Dois acontecimentos sacudiram o cenário mundial neste início de 2022: o primeiro foi o ultimatum russo, lançado em meados de dezembro de 2021 e dirigido aos EUA, à OTAN e aos países-membros da União Europeia, exigindo o recuo imediato da OTAN, na Ucrânia, e propondo uma revisão completa do “mapa militar” da Europa Central, definido pelos Estados Unidos e seus aliados da Aliança Atlântica após a vitória na Guerra Fria.
O segundo foi a “declaração conjunta” da Federação Russa e da República da China, no dia 7 de fevereiro de 2022, propondo uma “refundação” da ordem mundial estabelecida depois da Segunda Guerra Mundial e aprofundada depois da vitória dos EUA e de seus aliados na Guerra do Golfo em 1991. Os dois documentos propõem uma “revisão” do status quo internacional, mas o primeiro contém objetivos e exigências imediatas e localizadas, enquanto o segundo apresenta uma verdadeira proposta de “refundação” do sistema interestatal “inventado” pelos europeus. Ambos, no entanto, estão apontando neste momento para uma reconfiguração profunda do sistema internacional.

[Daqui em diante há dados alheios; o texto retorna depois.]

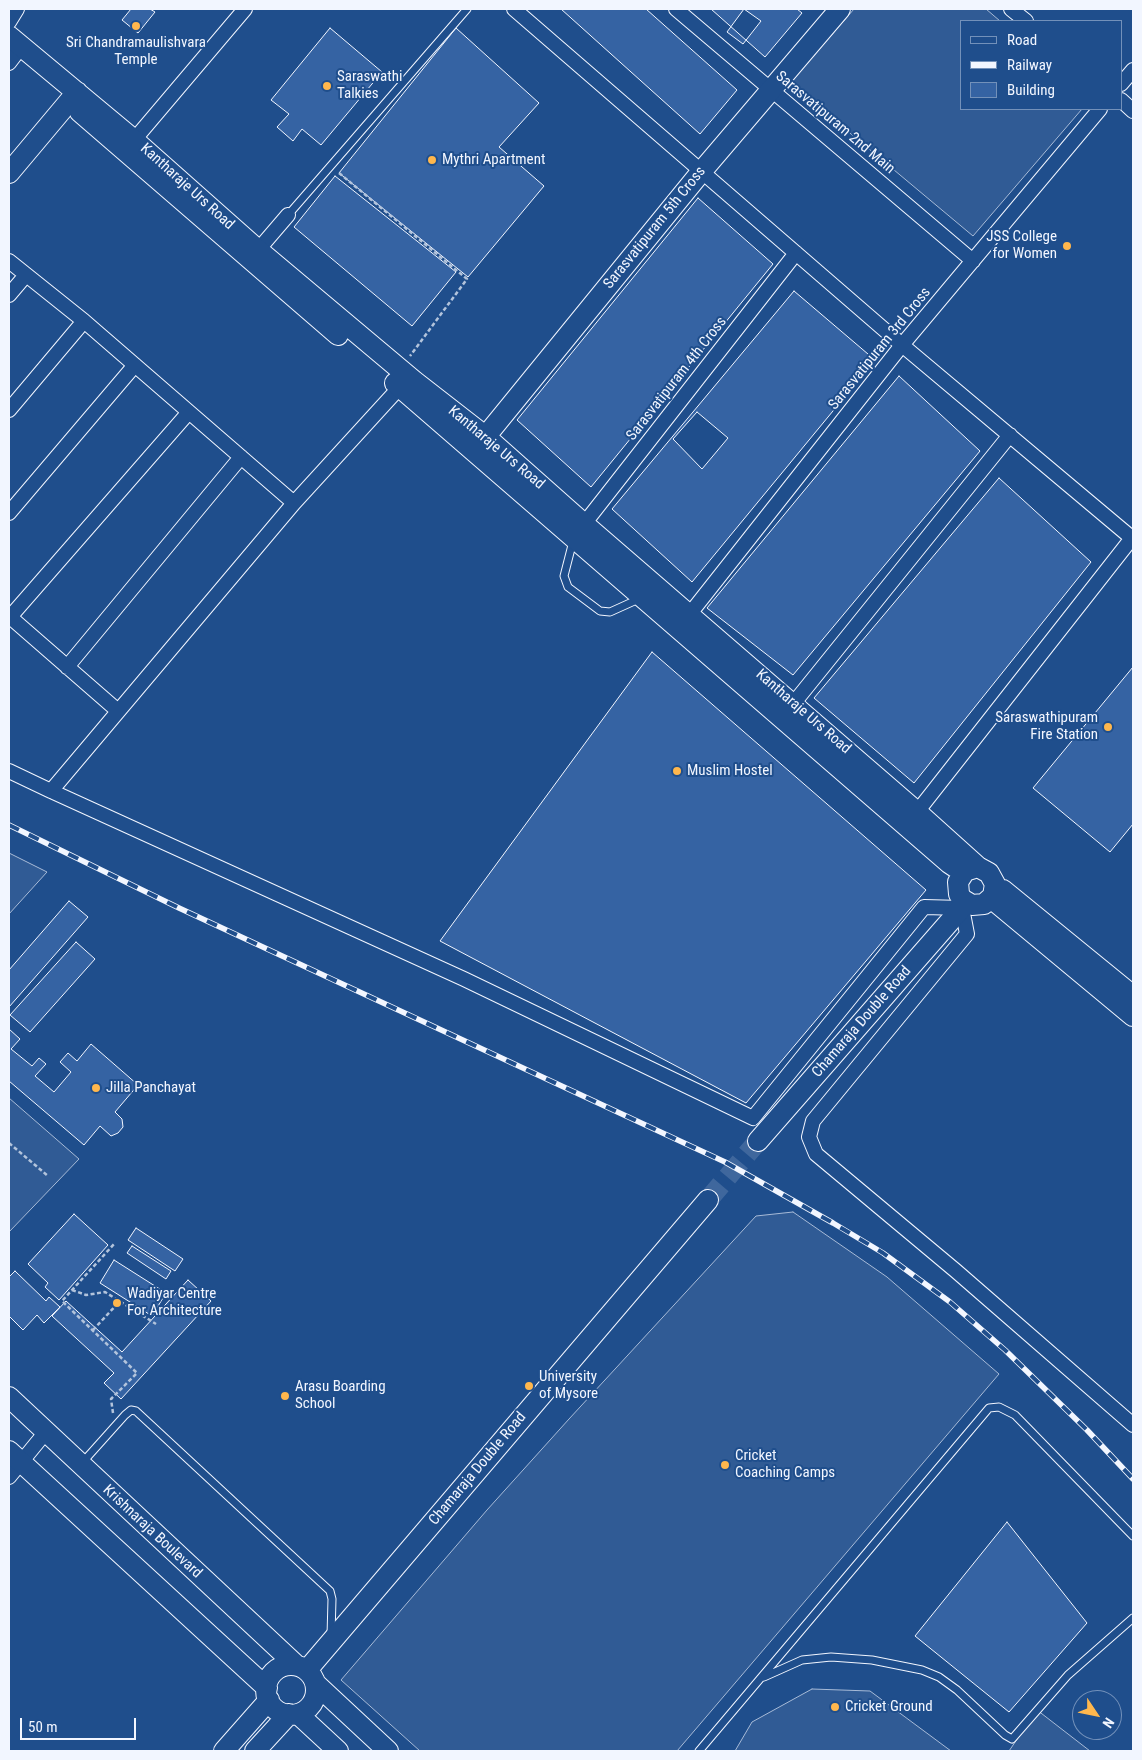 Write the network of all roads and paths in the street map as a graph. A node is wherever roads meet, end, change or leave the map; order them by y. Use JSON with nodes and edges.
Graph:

No caso do “ultimato russo”, a questão imediata que está em jogo é a incorporação da Ucrânia pela OTAN, mas o verdadeiro problema de fundo é a exigência russa de revisão das “perdas” que lhe foram impostas depois da dissolução da União Soviética.[1] Depois de 1991, a Rússia perdeu 5 milhões de quilômetros quadrados e 140 milhões de habitantes, mas agora se propõe a reduzir essas perdas expandindo sua influência no seu entorno estratégico e afastando a ameaça ao seu território, por parte da OTAN e dos Estados Unidos.
Esse ultimatum era perfeitamente previsível e veio sendo anunciado há muito tempo, pelo menos desde a “Guerra da Geórgia”, em 2008.[2] A grande novidade agora é que a proposta revisionista dos russos deverá avançar sem guerra, através de um jogo de xadrez extremamente complexo, no qual se acumulam as ameaças militares e econômicas, mas não deverá haver um enfrentamento direto, apesar da propaganda e da histeria psicológica provocada pelos anúncios sucessivos da “invasão que não houve”, sobretudo da parte dos Estados Unidos e da Inglaterra.

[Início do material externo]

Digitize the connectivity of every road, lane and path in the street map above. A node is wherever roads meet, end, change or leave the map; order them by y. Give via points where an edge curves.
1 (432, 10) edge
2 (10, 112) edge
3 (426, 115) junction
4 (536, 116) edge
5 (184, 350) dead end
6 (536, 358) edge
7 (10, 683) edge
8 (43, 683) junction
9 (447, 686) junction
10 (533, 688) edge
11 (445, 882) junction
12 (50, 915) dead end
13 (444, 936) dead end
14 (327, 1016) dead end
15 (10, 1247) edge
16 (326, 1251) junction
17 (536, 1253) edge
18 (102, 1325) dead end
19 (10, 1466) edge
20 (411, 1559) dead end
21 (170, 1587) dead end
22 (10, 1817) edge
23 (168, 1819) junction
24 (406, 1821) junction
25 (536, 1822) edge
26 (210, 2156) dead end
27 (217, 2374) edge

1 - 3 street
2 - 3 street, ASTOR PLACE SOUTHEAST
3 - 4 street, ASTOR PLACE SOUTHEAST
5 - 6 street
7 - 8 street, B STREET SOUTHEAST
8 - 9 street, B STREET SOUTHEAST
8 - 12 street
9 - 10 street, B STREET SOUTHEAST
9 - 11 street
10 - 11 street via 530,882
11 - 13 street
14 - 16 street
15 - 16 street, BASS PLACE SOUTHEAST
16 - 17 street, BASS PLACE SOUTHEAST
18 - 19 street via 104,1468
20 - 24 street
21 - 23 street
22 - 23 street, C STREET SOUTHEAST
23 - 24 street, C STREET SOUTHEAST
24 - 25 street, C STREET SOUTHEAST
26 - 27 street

A Rússia obteve uma vitória imediata ao conseguir colocar todos os demais atores envolvidos em torno de uma mesa para discutir os termos da sua proposta. E o mais provável é que os seus principais pleitos sejam atendidos, sem invasão nem guerra. Além disso, nas discussões evidenciaram-se a divisão entre as potências ocidentais e a falta de inciativa e liderança da parte do governo norte-americano, que se restringiu a repetir a mesma ameaça de sempre, de que imporia novas sanções econômicas aos russos caso ocorresse a invasão que foi reiteradamente negada pelos próprios russos, enquanto a iniciativa diplomática passava quase inteiramente para as mãos dos europeus.
Os Estados Unidos não receberam o apoio que esperavam de seus velhos aliados do Oriente Médio (nem mesmo de Israel), da Ásia (nem mesmo da Índia), e mesmo da América Latina (nem mesmo do Brasil). E o que é pior, para os anglo-saxões, tudo indica que a Alemanha terá um papel fundamental na intermediação diplomática do conflito, o que envolveria numa reaproximação entre os alemães e os russos, com a liberação imediata do Gasoduto do Báltico que sempre teve a oposição dos norte-americanos. Afora o fato que um eventual sucesso diplomático alemão neste conflito daria à Alemanha uma centralidade geopolítica dentro da Europa que aceleraria o declínio da influência dos Estados Unidos entre seus aliados europeus. Neste sentido, um acordo diplomático “intra-europeu” seria também uma derrota para os Estados Unidos, mas ao mesmo tempo é impossível imaginar que um acordo deste tipo possa ter sucesso sem o apoio dos próprios Estados Unidos e da Otan que é na prática um “braço armado norte-americano”.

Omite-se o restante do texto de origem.